I have been working on a script that allows me to reverse-engineer Kaplan-Meier curves from published papers. These are estimates of the survival function for (in my case) patients post-treatment and are often the most detailed report of the underlying data in certain types of clinical trials. However, that data is tied up in graphical form.
One purpose of "decompiling" the graphs is to allow overlaying multiple plots, but that part by itself is easy, thanks to the awesome WebPlotDigitizer. The more difficult part is trying to calculate the actual numbers behind the curves, particularly when censoring is involved (patients dropping out of the study for non-treatment-related reasons). While I often run into graphs that require a lot of guesswork, I have been able to do a reasonable job of it.
My current script works well. However, there is one section in the middle of the data processing that seems to require a for
loop. This is due to the fact that the calculation requires two variables that need values from the previous row for calculations on that row. If it was one variable, I could write it using accumulate
, but accumulate
can't handle multiple inputs easily.
While I'm content with the current code from a practical standpoint, the student in me wonders if there is a "tidy" way to handle this.

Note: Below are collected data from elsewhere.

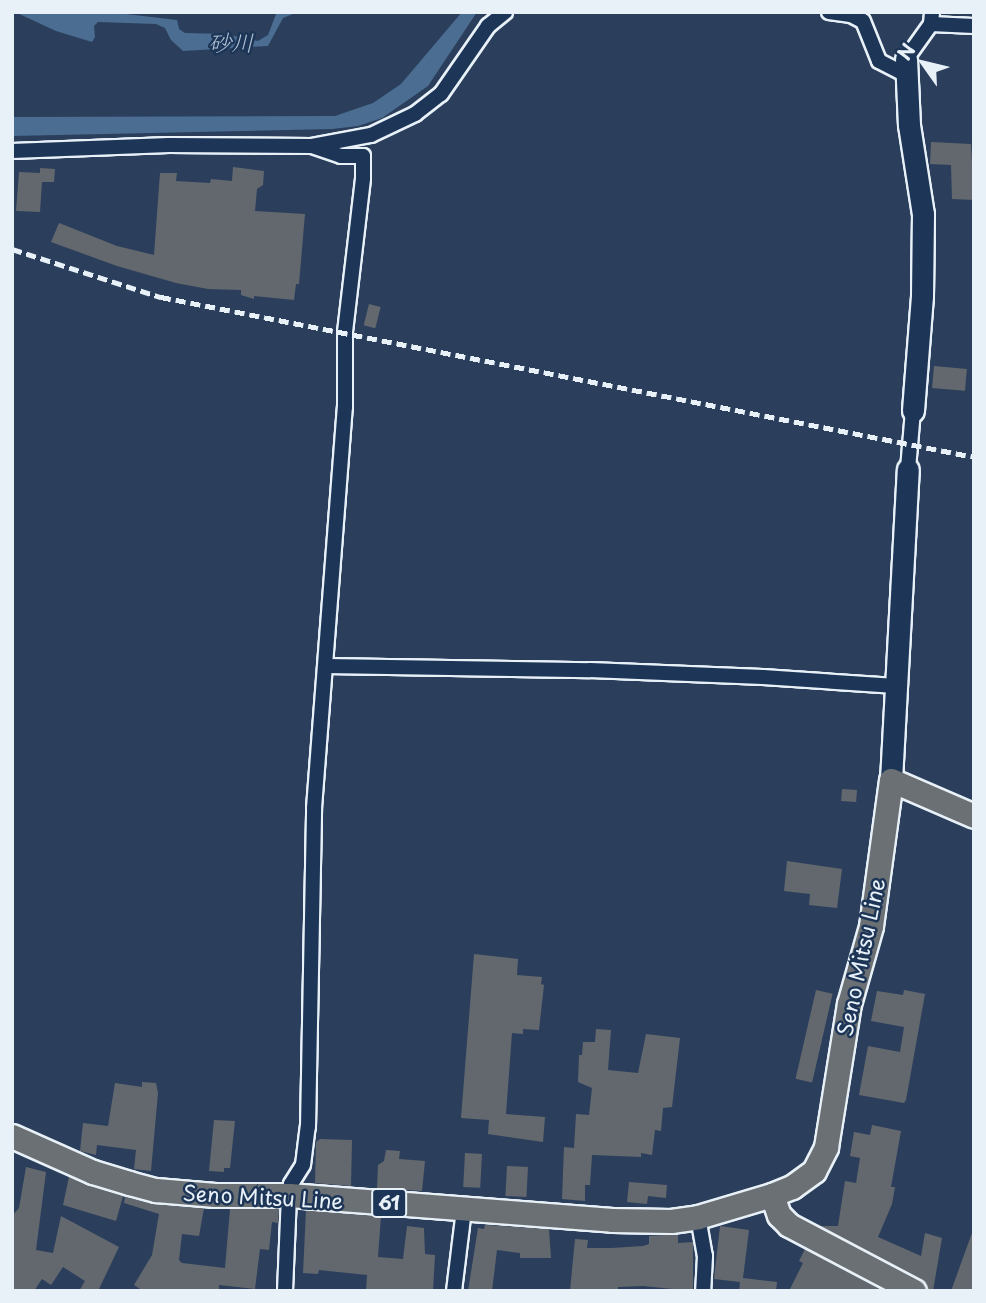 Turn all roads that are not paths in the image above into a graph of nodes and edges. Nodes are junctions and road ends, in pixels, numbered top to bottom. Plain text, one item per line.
1 (505, 12) edge
2 (829, 12) edge
3 (931, 18) edge
4 (974, 26) edge
5 (906, 67) junction
6 (313, 146) junction
7 (12, 151) edge
8 (913, 411) joint
9 (908, 469) joint
10 (326, 666) junction
11 (896, 687) junction
12 (891, 780) junction
13 (974, 816) edge
14 (12, 1136) edge
15 (289, 1195) junction
16 (772, 1195) junction
17 (464, 1210) junction
18 (698, 1217) junction
19 (285, 1291) edge
20 (454, 1291) edge
21 (703, 1291) edge
22 (914, 1291) edge

1 - 6 street
2 - 5 street
3 - 4 street
3 - 5 street
5 - 8 street
6 - 7 street
6 - 10 street
8 - 9 street
9 - 11 street
10 - 11 street
10 - 15 street
11 - 12 street
12 - 13 main road
12 - 16 main road, Seno Mitsu Line / 61
14 - 15 main road, Seno Mitsu Line / 61
15 - 17 main road, Seno Mitsu Line / 61
15 - 19 street
16 - 18 main road, Seno Mitsu Line / 61
16 - 22 main road
17 - 18 main road, Seno Mitsu Line / 61
17 - 20 street
18 - 21 street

It may be that the real answer is a need for a multiple-argument version of accumulate
, similar to reduce2
or pmap
. But, it may also be that I'm missing a way to handle it using existing tools.
I will say that I put together a version that was technically more "tidy" in the sense that it didn't use a for
loop -- it mashed the inputs into a list that be handled by accumulate
-- but the code essentially made a function that encapsulated each iteration of the for loop and then included a lot more pre- and post-processing to make it look like the results of the for
loop. I'll share it if someone wants to see that I did the work (badly), but I'll leave it out to avoid melting anyone's eyes for now.
At this point in the processing, my data is essentially the cleaned Kaplan-Meier plot (see below), along with the number of people "at-risk" at each given time point. I'm trying to calculate the number of people "lost" (treatment failed) when the graph drops. In some cases, because I'm often dealing with insufficient resolution, a drop may not indicate even one lost patient (when rounded), so I don't want to treat it as an actual change. However, if multiple drops round to zero by themselves, added together they could mean at least one real patient loss. So, I carry forward the last "corrected" survival number, along with the total people lost for the reverse Kaplan-Meier calculation.
If anyone wants to take a shot at the actual code, my reprex
of the section with the for
loop is below, showing the expected output. I'm also open to suggestions that just point me in the right direction, as well!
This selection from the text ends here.